As teaching academics, we need to be ‘double professionals’ who know about not only the seminal work in our discipline field, but also how that discipline is best taught. There are specialist journals in teaching particular disciplines and professions, and the module on Scholarly Teaching directs your attention to such journals, but there is a rich literature in learning and teaching in general, and if you are to think reflectively and deeply about your practices for teaching students effectively, you should have some knowledge of this literature, and the significant theories that shape or have shaped our current pedagogies.
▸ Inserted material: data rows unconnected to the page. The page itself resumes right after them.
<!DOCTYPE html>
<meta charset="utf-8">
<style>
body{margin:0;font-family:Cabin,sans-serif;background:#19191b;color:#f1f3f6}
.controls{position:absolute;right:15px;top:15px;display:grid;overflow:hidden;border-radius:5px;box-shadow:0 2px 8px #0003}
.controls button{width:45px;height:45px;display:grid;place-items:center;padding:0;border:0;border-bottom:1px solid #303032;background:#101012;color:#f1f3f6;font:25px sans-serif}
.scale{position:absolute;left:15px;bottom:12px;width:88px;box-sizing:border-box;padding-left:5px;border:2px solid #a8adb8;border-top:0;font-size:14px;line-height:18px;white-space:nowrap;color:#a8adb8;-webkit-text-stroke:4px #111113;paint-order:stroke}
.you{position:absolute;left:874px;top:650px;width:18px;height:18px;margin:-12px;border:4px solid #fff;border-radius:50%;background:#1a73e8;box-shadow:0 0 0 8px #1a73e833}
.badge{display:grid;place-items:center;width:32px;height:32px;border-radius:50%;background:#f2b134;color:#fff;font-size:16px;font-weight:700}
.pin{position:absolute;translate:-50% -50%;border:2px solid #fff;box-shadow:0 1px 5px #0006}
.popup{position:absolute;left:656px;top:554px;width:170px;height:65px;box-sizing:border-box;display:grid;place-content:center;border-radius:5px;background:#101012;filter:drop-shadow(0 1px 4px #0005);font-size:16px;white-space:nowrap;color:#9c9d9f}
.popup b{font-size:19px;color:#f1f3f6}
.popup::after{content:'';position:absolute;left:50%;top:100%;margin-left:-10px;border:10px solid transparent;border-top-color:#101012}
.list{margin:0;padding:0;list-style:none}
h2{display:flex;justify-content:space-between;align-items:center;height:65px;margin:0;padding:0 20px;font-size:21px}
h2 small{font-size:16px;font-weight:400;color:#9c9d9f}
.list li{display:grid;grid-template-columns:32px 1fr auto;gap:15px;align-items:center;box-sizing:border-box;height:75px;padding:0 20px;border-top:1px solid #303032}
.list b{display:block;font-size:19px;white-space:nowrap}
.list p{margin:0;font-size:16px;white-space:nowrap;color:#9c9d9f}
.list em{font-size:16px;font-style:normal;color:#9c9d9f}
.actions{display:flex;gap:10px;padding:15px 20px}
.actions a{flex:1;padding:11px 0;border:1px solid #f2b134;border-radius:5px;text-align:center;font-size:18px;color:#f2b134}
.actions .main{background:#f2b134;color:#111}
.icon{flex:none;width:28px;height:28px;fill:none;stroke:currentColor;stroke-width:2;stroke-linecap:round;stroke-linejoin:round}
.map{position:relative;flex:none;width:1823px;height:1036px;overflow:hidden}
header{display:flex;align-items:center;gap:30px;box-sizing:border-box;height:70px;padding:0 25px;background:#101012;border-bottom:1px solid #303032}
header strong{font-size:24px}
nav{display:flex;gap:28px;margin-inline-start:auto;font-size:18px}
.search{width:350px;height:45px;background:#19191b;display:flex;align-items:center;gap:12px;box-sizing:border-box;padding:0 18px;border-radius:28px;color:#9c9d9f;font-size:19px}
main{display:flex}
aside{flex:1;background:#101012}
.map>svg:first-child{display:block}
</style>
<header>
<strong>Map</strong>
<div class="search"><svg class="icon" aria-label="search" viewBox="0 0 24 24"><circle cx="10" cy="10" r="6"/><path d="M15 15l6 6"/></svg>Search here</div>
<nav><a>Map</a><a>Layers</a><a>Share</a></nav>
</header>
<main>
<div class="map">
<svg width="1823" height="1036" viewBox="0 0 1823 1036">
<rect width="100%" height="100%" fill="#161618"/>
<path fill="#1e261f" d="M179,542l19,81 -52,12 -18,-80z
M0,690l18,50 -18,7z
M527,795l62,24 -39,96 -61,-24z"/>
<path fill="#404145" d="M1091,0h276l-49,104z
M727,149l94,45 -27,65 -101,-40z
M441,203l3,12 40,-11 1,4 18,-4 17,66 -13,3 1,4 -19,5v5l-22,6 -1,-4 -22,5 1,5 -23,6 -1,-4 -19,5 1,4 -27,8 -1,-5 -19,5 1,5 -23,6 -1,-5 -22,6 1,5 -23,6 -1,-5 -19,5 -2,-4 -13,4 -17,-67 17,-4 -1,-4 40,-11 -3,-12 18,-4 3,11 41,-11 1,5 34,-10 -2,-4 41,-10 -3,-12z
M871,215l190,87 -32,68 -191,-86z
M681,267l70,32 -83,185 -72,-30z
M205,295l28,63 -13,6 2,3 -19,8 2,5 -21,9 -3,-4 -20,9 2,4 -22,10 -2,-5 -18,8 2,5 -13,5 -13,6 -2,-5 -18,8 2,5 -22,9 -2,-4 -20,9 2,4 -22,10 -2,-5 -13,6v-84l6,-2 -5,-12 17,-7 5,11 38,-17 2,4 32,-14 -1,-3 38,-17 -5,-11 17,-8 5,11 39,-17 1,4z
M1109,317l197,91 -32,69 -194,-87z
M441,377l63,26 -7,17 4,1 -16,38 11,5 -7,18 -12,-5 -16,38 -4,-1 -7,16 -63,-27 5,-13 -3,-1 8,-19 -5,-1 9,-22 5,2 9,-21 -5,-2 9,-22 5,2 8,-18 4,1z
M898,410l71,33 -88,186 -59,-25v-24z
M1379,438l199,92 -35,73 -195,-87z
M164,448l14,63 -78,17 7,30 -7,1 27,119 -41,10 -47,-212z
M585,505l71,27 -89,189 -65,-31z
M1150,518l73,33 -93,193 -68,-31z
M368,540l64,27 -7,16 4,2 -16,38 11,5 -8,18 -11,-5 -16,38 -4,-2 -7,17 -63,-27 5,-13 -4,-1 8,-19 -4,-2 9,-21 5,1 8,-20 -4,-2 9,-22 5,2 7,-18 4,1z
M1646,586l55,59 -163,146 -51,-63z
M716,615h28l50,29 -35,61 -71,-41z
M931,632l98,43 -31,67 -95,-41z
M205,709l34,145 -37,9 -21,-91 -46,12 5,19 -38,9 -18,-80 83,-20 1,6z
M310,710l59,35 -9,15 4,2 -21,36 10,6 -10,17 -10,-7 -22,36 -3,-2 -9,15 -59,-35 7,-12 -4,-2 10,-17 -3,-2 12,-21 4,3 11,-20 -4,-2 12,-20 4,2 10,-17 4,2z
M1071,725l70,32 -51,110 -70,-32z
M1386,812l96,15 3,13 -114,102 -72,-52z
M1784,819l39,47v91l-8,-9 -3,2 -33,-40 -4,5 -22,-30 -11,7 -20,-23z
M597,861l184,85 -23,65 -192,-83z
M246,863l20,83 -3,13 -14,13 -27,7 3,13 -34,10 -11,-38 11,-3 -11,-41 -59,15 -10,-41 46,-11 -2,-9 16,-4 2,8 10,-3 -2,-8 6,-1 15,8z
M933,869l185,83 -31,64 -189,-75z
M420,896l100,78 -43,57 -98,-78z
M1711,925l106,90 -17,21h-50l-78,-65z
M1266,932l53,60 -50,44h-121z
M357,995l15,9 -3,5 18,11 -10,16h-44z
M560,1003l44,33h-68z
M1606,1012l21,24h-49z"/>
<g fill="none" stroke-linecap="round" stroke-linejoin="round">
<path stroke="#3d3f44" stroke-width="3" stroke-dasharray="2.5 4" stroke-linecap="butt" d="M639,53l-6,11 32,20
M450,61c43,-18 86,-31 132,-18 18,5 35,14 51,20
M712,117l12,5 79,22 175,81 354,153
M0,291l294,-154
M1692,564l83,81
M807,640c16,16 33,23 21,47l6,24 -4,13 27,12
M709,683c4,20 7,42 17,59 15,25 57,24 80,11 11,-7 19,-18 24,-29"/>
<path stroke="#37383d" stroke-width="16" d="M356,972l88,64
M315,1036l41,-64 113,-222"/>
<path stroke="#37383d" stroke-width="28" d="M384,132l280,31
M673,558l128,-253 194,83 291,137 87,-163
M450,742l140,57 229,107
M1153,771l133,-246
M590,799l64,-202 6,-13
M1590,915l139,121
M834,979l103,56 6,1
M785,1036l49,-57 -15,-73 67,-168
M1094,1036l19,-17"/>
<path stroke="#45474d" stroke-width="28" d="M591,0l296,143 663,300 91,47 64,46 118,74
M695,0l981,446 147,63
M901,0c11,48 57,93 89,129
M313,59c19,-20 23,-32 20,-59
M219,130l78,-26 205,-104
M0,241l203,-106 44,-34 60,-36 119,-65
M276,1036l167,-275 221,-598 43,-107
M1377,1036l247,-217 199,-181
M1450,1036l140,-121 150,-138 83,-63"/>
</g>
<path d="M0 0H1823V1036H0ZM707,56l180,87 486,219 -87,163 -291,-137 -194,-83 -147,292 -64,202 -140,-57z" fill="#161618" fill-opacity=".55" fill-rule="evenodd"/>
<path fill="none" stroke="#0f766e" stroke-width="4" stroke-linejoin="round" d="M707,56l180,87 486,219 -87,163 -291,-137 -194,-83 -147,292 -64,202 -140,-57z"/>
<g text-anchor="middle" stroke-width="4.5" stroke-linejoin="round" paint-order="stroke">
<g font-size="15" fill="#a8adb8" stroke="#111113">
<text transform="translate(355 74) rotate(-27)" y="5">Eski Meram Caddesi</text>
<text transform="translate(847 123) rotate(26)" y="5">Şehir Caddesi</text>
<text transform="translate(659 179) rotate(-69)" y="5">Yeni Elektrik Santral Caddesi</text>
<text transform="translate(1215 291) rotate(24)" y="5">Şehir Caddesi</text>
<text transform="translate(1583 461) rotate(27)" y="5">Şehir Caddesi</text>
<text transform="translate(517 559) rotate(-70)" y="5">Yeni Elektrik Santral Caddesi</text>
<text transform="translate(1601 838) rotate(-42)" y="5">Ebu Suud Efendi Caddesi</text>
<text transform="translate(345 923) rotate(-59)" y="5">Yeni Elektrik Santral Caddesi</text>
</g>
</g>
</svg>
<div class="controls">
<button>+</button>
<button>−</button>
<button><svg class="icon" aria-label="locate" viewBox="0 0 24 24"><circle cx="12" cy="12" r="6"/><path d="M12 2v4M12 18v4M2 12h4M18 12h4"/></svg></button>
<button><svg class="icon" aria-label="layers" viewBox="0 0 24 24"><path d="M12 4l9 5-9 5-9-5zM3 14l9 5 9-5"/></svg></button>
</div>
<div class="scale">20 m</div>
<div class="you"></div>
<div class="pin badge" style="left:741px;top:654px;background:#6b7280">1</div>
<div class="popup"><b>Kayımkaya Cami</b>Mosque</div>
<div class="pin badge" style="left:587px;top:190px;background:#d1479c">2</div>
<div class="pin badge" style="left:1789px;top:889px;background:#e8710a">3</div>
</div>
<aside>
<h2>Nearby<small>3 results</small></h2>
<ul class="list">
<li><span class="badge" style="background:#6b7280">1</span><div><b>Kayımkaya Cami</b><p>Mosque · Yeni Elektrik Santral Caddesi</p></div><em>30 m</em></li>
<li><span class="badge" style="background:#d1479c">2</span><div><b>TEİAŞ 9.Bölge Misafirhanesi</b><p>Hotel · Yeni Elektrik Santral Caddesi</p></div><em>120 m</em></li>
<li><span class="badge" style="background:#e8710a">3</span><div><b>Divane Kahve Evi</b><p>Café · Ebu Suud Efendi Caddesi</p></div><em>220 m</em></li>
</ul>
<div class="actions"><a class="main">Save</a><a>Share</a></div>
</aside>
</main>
We would have liked to have included a lot more in our module but it was not feasible given the limited amount of time participants will have to spend on each module.

Our module so far consists of some learning activities, video sections, some links to several short documents, and an MCQ, to ‘test’ that you have a very basic knowledge of the education theorists. It also, as a stretch activity, includes making a voki, to encourage participants to use a free app that may open up a world of new technologies that can be used to engage students in this digital world.  The voki activity is at the icebreaker level. It starts to get participants thinking about articulating their first thoughts about their philosophies of teaching. Participants will need to continue to grapple with the development of their teaching philosophies and may need some other form of professional development, like mentoring to fully develop written artefacts.


We would welcome any comments you have for the scope of the module, and any resources we might consider essential.
Sue Bolt and Yoni Ryan

Monday 6 March 2017

Planning for Learning – a module in development!

One of the first modules that participants in our teaching induction MOOC can choose to work through is the 'Planning for Learning' module. Below Sally and Rosie talk about the approach that they are taking in the module and ask for any thoughts, resources, activities that they might find useful in their module. Each module aims to engage participants for no more than two hours, however the module can provide extension resources for those participants who want to explore the topic further.
There are no surprises in the statement that the process of developing this module mirrors the process of planning for learning per se!   It was tempting to submit the many iterations of the module as a demonstration of the iterative process that often reflects the planning process.  Having gone through the process we have settled on the following key elements around which to focus the module.  We begin with the context as that provides an overall framework for learning. In the context we briefly consider who are the students, where will the learning occur, what the purpose of the learning is and what resources are available. The focus then shifts to the outcomes for the learning - so what are the learning outcomes for the material being taught and how are these outcomes to be assessed?  Our module then asks the question ‘How does learning happen?’ by which we introduce learning strategies by way of learning tasks as the method for the learning to occur.   The emphasis here is to move the participant from telling their student all there is to know about their unit to have their students actively involved in developing the knowledge and skills required of the unit. This section will also incorporate timing and lesson structure. The fourth section centres on utilising checking strategies to gauge the learning progress within their sessions.  The participants will be asked to utilise a graphic organiser to reflect on these aspects of planning as it relates to their institution and the teaching of their discipline. Additional resources will be linked to the module eg lesson plan templates, learning strategies and learning tasks and weblinks for further support and ideas.

We are not quite finished with our module as yet so are happy to have any questions, thoughts or ideas sent our way for further consideration!